Fig. 4.The effect of CEE treatment on K7M2 and K12 cells

 

В 1980-х годах было впервые обнаружено, что вирус саркомы Рауса, введенный в птичьи эмбрионы, не приводит к образованию опухоли, в то время как сам вирус продолжает реплицироваться в зародыше и экспрессируется в активный Src-специфический белок киназы [22]. Эти результаты дали предпосылку для обнаружения способности зародышевой микросреды подавлять образование рака [23]. В 2006 году также выявилось, что пересаженные в куриные эмбрионы раковые клетки не образуют опухолей [24]. Исследование взаимодействия клеток вируса саркомы Рауса, введенных в куриный зародыш рядом с нервно-гребневыми клетками (НГК), находящимися в первоначальной стадии миграции, продемонстрировало, что под влиянием эмбриональной среды раковые клетки следовали по миграционному пути НГК, приобретали морфологию НГК, экспрессировали маркер меланоцитов (MART-1) и нейронный маркер (TuJ1), что предполагает трансформацию злокачественной меланомы в доброкачественную. Наши недавние результаты также подтвердили способность КЭЭ модулировать и изменять схему роста и метастатическое поведение клеток рака молочной железы MCF-7. Мы наблюдали значительное снижение пролиферации раковых клеток, подавление способности образовывать колонии и снижение миграции клеток MCF-7 после 3-дневного воздействия КЭЭ. Эти результаты доказывают, что эмбриональная микросреда имеет значительную роль в прогрессе и развитии рака, и может стать одним из возможных способов борьбы с ним.

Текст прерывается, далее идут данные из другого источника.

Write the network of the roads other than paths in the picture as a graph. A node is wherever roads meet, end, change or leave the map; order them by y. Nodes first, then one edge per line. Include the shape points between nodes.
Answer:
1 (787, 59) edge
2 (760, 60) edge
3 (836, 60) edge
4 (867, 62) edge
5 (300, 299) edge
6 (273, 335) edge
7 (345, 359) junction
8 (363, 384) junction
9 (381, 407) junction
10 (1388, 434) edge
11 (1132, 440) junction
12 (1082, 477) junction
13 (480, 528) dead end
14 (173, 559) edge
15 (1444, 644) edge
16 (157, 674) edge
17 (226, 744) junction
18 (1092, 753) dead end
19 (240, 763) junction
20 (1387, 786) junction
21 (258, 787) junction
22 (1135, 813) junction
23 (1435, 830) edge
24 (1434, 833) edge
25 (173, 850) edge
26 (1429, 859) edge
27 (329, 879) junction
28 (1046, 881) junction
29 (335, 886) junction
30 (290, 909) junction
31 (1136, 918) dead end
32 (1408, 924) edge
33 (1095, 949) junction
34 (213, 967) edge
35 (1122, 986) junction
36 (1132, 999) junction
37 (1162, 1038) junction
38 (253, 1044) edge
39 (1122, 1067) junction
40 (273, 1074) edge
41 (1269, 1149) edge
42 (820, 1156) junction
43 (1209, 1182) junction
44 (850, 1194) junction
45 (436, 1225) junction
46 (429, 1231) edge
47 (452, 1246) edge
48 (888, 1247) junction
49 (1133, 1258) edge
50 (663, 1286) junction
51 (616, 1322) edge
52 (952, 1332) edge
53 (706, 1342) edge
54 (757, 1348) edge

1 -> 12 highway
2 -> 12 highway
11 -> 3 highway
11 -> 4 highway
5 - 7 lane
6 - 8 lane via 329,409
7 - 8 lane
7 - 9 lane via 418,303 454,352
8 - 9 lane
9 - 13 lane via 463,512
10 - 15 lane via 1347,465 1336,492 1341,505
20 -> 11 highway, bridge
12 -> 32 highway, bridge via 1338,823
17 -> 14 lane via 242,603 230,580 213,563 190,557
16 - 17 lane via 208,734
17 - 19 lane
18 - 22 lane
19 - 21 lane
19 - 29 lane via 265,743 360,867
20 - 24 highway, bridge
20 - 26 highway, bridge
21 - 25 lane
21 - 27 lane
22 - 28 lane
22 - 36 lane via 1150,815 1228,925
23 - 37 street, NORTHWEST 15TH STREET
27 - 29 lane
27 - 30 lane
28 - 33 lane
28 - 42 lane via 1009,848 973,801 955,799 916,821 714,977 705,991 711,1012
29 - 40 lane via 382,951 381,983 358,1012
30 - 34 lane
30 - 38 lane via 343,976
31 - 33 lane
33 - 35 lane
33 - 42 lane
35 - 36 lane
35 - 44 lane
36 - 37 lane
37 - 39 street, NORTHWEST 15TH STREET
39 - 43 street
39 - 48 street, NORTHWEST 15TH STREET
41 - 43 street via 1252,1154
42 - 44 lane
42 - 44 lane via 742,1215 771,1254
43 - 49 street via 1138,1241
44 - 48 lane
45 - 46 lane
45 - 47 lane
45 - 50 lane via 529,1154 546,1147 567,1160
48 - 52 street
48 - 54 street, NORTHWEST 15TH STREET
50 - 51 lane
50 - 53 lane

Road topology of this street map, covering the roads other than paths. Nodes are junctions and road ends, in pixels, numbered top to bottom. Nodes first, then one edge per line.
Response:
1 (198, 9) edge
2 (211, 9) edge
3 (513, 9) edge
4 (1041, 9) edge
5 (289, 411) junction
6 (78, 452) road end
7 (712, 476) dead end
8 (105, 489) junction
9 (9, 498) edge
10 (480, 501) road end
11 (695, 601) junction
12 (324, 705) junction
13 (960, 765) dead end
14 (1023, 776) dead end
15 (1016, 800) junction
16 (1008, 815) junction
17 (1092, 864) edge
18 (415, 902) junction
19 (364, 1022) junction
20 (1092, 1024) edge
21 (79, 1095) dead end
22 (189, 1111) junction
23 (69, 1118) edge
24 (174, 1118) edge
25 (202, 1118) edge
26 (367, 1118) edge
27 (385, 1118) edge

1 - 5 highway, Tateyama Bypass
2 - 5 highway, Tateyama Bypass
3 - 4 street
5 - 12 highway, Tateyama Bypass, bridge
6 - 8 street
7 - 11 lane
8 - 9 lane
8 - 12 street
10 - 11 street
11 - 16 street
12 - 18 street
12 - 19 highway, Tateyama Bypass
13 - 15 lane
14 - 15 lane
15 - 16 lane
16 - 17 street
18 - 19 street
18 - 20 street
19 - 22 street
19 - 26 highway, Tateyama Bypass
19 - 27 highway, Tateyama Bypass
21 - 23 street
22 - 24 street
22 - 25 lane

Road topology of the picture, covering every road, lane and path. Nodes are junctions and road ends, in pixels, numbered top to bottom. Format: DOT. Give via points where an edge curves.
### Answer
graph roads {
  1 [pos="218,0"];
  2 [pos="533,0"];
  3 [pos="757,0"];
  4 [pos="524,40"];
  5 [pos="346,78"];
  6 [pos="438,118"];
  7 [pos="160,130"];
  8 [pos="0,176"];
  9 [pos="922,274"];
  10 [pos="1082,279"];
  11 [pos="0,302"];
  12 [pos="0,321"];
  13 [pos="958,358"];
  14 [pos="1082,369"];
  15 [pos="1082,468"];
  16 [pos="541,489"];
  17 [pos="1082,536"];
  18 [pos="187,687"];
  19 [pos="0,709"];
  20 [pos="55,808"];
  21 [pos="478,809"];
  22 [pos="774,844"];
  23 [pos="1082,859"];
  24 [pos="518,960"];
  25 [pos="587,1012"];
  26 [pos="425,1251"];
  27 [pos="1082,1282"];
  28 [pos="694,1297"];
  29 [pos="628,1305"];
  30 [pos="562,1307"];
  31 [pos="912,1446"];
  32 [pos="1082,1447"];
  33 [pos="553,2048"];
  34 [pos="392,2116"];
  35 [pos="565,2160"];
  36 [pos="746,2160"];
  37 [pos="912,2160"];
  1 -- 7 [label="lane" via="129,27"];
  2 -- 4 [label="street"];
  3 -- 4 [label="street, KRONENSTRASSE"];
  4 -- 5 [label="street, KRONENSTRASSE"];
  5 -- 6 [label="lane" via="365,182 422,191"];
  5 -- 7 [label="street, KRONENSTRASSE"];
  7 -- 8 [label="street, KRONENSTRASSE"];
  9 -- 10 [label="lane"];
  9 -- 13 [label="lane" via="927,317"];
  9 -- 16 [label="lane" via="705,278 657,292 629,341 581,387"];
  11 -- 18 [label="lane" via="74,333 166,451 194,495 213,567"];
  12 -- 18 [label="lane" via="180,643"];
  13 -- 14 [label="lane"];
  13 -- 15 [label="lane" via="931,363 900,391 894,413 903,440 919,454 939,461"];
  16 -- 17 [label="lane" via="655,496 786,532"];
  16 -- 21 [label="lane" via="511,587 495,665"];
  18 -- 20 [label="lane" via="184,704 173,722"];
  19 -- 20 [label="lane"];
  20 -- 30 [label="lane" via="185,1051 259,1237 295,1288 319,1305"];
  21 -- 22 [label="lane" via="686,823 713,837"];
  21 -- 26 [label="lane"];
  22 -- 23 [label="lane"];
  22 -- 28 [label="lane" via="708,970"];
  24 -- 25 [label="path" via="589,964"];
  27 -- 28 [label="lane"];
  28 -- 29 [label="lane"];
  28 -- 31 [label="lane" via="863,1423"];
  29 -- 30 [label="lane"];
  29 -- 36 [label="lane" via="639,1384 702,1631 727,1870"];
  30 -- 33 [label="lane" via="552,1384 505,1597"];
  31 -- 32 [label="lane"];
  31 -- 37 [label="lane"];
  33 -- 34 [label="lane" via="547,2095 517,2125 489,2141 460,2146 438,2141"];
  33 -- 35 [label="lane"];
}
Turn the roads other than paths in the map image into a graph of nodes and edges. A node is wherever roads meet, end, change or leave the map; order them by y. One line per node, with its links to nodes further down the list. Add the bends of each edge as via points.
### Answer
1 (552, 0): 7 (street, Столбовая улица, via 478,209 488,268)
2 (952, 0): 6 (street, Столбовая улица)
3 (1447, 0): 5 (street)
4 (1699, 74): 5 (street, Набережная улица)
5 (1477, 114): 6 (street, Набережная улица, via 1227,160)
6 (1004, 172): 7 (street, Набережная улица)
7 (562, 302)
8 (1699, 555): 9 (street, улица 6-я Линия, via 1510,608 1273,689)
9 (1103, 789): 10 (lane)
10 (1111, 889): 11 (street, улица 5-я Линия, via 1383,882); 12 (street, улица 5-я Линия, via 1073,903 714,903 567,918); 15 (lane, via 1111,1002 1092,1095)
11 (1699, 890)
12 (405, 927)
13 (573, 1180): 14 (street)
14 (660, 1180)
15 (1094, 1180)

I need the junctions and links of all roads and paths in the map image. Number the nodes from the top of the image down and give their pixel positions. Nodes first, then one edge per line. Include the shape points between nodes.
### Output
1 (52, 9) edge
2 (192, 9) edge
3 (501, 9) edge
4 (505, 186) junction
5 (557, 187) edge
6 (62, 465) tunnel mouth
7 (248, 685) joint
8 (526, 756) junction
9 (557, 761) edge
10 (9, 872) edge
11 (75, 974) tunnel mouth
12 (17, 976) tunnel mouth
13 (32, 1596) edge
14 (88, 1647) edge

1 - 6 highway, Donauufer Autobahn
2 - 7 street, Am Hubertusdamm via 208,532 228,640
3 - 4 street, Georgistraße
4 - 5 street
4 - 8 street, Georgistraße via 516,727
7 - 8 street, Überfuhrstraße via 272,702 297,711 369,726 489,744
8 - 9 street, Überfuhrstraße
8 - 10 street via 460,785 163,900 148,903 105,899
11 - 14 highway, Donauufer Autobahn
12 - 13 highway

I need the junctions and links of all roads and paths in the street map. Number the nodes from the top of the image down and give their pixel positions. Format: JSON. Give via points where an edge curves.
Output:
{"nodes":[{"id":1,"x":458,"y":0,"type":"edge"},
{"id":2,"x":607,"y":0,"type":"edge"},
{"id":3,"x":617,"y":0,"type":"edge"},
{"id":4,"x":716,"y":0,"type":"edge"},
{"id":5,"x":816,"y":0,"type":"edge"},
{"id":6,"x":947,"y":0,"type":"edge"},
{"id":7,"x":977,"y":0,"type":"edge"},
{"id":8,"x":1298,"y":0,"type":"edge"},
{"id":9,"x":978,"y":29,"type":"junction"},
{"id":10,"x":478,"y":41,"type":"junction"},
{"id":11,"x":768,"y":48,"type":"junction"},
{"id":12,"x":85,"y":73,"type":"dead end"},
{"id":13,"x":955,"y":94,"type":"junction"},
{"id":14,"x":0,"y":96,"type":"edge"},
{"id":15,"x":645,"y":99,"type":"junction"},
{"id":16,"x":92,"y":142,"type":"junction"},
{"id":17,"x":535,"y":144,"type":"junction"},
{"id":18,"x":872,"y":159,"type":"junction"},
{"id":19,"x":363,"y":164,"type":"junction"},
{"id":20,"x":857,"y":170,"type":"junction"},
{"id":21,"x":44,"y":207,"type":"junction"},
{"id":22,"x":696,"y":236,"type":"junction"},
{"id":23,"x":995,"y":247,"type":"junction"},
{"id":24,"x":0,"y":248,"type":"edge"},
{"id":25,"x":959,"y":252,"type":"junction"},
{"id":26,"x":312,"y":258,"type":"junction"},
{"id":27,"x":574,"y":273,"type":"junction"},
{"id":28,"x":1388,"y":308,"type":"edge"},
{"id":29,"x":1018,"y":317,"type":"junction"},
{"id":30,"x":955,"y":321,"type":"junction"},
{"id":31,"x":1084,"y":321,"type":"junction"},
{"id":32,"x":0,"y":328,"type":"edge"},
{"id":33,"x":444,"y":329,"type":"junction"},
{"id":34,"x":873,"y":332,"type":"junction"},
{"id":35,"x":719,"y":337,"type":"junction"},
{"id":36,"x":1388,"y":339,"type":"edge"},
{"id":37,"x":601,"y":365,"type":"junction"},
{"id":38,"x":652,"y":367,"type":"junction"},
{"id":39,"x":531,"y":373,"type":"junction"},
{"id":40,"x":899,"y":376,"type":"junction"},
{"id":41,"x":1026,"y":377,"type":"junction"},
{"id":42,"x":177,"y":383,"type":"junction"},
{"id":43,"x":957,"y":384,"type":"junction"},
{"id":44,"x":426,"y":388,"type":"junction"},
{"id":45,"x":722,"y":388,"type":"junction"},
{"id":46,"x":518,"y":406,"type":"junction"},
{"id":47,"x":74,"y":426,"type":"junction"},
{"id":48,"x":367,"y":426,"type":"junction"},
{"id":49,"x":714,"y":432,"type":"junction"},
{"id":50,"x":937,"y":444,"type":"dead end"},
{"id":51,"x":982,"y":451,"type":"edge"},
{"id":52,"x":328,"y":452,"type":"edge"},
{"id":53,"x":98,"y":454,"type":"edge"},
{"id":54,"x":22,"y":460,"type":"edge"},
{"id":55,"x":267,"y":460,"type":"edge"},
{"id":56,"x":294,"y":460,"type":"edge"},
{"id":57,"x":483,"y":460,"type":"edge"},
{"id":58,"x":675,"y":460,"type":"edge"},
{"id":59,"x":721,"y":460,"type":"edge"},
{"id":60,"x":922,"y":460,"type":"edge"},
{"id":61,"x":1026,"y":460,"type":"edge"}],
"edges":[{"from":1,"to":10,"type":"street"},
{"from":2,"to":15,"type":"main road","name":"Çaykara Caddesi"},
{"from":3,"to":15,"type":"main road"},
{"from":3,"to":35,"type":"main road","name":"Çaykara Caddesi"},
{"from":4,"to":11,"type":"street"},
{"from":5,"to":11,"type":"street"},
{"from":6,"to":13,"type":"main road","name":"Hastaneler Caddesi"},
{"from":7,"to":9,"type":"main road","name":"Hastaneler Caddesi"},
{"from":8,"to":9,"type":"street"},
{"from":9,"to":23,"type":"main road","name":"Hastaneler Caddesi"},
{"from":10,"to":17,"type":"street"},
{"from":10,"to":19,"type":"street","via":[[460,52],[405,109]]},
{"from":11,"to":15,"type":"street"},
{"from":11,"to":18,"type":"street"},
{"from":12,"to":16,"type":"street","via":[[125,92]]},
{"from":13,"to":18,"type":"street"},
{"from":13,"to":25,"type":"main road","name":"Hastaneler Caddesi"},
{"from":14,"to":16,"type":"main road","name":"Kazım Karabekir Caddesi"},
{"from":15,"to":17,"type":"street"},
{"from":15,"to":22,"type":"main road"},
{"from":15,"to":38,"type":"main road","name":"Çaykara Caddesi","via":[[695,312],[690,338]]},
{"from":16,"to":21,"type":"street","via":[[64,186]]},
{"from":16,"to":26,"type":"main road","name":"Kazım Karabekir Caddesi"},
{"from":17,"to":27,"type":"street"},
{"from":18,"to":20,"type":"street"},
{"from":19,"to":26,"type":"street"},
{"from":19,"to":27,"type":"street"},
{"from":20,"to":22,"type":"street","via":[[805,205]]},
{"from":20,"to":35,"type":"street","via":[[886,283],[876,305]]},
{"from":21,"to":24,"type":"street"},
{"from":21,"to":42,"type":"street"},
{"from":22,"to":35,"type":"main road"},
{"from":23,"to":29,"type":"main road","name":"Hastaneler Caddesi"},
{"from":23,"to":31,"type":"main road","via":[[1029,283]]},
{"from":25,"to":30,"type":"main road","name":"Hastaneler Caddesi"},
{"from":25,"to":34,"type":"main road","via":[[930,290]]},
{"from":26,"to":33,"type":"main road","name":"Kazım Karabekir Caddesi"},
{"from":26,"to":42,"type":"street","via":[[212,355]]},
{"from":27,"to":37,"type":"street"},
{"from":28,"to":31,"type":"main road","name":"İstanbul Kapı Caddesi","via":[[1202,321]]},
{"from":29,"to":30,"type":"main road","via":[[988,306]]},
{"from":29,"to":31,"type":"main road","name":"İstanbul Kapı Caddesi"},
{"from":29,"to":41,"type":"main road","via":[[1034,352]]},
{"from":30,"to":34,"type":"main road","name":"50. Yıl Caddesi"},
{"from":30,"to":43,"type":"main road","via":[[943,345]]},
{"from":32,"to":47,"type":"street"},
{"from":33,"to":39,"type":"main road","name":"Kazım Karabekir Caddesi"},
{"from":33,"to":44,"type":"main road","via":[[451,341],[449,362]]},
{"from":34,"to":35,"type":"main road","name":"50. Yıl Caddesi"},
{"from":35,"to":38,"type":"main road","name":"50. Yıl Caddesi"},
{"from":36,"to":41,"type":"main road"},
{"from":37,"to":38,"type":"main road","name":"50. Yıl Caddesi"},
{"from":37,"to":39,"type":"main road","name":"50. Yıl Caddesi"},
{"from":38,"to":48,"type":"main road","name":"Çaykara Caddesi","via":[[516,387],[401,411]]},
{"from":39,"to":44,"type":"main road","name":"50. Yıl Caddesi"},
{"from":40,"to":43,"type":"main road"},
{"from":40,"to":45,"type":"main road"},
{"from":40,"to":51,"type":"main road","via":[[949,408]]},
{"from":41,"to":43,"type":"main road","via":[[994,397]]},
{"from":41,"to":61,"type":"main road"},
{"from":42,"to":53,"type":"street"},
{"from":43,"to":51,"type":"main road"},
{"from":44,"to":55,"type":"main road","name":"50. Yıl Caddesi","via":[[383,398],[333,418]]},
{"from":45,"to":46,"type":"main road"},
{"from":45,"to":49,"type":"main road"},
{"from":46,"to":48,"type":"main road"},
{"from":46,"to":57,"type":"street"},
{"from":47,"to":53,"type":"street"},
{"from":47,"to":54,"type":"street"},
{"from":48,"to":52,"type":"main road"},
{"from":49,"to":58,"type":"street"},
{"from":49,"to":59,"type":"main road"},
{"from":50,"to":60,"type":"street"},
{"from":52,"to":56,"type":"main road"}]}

На данный момент не установлено, какой именно набор эмбриональных факторов необходим для регуляции роста раковых клеток. Ferranti и др. исследовали способность яичного белка, полученного из яйца неоплодотворённой курицы, влиять на фенотип и поведение клеток семиномы TCAM-2 [25]. Ученые обнаружили, что при культивировании клеток с 10% яичным белком скорость распространения и адгезия клеток и субстрата была изменена, не влияя на размножение и выживание клеток. Также отмечено, что способность образовывать межклеточные связи увеличилась в клетках TCAM-2. Клетки опухоли были охарактеризованы сниженным количеством Е-кадгерина, который проявляет свойства белка-супрессора опухоли. В этом исследовании яичный белок повышает количество Е-кадгерина и связанного с ним белка ß-катенина. Наличие данных протеинов в образцах, выращенных без яичного белка, затруднительно обнаружить с помощью иммунофлюоресцентного анализа, однако обработанные 10% яичным белком клетки семиномы продемонстрировали высокие кортикальные сигналы. По полученным результатам было выдвинуто предположение, что яичный белок способен частично ограничить метастатическое поведение клеток семиномы. Было показано ингибирование миграции клеток в ответ на низкие дозы сыворотки через камеры Бойдена. Кроме того, коллективная миграция клеток в эксперименте по заживлению ран (woundhealingassay) показала значительную задержку закрытия раны.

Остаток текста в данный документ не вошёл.